### TASK INPUTS:
——
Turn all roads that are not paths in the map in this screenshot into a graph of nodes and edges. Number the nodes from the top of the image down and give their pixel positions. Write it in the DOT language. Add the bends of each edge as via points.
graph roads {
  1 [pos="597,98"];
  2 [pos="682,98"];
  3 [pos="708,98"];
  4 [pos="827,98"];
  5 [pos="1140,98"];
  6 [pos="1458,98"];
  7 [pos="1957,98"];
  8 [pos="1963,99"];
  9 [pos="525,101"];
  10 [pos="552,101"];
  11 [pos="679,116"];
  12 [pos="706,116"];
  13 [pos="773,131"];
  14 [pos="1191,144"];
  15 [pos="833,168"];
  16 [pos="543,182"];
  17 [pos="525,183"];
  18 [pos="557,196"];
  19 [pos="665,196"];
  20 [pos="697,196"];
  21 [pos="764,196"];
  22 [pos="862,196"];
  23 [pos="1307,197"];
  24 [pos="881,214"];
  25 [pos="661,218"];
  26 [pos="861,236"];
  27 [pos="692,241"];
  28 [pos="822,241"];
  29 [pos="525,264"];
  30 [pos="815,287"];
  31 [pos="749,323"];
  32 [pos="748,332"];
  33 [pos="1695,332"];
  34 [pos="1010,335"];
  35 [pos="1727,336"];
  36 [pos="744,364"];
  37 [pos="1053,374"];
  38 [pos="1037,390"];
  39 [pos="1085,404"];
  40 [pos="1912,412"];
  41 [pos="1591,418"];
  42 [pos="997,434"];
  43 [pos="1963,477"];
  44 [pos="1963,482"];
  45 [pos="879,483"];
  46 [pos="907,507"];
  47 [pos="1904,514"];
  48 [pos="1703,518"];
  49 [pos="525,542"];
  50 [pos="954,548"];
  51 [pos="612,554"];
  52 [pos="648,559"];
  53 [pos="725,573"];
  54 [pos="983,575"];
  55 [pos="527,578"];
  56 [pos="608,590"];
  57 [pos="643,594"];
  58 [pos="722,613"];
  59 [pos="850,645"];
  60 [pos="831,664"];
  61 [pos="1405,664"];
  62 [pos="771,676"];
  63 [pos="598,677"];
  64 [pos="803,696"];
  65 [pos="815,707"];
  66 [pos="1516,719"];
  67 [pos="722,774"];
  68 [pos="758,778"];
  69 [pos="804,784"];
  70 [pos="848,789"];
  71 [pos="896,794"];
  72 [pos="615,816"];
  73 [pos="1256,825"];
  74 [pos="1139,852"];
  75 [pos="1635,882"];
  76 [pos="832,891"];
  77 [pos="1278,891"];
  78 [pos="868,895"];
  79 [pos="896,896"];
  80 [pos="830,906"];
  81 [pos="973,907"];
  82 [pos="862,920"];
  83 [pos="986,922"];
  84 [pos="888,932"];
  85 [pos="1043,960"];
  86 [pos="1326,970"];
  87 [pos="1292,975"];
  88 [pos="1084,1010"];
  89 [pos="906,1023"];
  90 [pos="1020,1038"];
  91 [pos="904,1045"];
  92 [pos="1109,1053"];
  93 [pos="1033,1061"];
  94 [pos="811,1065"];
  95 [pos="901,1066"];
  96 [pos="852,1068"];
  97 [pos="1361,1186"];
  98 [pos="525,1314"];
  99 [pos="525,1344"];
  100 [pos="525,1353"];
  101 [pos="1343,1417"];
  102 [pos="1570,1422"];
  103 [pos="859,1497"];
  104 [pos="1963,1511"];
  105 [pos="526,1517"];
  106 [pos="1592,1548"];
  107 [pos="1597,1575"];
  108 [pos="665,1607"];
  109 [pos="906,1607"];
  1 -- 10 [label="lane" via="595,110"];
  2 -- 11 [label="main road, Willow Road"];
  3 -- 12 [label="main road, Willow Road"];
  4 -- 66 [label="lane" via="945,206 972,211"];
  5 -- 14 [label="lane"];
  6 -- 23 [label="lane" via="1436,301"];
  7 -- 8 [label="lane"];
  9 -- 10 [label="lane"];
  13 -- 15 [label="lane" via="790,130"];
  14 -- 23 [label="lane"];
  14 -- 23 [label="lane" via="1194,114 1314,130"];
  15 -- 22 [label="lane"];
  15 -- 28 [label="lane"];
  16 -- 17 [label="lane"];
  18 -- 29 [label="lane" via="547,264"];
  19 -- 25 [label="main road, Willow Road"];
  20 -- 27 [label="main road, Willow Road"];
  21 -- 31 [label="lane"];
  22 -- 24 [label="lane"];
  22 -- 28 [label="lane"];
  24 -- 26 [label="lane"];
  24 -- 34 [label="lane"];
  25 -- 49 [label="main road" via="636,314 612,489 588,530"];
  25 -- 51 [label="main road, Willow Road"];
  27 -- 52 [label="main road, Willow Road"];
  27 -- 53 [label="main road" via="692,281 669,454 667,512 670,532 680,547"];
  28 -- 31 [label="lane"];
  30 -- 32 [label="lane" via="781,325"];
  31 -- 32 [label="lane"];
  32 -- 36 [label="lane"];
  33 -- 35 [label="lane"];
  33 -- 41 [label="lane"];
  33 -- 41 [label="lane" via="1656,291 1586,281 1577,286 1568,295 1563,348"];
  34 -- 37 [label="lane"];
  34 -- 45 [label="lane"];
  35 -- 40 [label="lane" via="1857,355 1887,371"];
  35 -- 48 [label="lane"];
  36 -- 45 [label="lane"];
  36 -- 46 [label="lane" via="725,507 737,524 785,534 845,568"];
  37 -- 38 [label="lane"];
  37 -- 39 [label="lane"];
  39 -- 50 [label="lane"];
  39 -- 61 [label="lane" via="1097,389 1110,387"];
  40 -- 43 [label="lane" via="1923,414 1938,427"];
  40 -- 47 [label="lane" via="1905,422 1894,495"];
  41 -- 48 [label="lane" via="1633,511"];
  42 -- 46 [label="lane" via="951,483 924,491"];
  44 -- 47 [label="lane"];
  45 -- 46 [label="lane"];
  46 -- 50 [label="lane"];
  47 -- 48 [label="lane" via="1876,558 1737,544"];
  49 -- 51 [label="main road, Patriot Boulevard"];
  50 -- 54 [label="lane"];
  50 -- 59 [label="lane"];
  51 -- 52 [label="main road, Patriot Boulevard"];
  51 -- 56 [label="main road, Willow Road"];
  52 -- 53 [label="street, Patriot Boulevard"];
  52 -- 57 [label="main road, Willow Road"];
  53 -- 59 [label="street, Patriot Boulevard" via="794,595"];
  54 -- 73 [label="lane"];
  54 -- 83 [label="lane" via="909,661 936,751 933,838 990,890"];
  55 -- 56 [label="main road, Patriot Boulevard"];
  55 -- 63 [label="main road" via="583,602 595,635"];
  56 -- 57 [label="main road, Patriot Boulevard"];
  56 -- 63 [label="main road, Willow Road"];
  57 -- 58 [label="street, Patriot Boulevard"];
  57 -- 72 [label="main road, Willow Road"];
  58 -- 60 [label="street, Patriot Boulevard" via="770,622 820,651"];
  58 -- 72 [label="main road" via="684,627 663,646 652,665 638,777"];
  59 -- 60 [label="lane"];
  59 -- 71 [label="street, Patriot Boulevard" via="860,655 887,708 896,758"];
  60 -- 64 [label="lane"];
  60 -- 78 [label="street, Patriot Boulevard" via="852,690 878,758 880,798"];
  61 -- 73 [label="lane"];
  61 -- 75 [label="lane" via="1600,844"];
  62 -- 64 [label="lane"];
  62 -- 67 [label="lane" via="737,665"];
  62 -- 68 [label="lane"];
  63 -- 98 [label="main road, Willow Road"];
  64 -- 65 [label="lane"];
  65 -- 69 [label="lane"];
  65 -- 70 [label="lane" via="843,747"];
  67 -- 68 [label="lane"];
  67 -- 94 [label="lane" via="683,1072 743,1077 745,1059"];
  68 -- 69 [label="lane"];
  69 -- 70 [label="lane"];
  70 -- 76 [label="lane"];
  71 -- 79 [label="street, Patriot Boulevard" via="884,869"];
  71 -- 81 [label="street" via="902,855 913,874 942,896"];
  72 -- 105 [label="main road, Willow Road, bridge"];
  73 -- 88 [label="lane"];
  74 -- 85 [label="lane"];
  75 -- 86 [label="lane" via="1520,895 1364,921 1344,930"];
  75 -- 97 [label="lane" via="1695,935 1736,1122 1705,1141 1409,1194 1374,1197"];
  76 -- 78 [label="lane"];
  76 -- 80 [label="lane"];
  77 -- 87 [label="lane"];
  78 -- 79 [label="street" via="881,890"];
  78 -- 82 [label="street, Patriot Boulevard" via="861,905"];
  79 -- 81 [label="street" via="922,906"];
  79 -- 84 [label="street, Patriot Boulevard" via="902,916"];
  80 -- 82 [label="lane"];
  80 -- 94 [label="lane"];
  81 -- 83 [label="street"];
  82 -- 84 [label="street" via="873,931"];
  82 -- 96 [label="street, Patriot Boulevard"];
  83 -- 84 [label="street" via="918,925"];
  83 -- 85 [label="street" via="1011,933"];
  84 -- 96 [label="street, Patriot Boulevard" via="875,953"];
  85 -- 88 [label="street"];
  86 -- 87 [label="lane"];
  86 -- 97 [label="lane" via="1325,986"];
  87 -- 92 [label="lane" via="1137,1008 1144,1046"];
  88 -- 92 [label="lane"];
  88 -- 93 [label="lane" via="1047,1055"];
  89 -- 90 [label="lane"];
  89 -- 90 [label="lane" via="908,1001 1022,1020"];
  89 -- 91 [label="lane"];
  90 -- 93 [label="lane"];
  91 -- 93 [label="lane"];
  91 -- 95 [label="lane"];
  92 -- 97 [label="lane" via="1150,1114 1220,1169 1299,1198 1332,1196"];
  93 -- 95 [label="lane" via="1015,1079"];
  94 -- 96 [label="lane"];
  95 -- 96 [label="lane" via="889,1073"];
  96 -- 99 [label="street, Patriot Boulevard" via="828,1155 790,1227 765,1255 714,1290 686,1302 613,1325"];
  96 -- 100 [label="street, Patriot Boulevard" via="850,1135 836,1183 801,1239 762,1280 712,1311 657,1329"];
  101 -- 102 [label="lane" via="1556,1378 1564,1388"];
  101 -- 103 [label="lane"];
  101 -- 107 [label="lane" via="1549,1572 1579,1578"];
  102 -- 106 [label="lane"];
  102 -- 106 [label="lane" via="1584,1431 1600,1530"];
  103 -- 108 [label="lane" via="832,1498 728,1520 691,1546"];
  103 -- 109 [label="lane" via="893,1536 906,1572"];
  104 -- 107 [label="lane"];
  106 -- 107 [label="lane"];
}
——
### TASK TO COMPLETE:
Look through the listing above and copy each line with the word "graph" in it.

### ANSWER FOR THIS EXERCISE:
Turn all roads that are not paths in the map in this screenshot into a graph of nodes and edges. Number the nodes from the top of the image down and give their pixel positions. Write it in the DOT language. Add the bends of each edge as via points.
graph roads {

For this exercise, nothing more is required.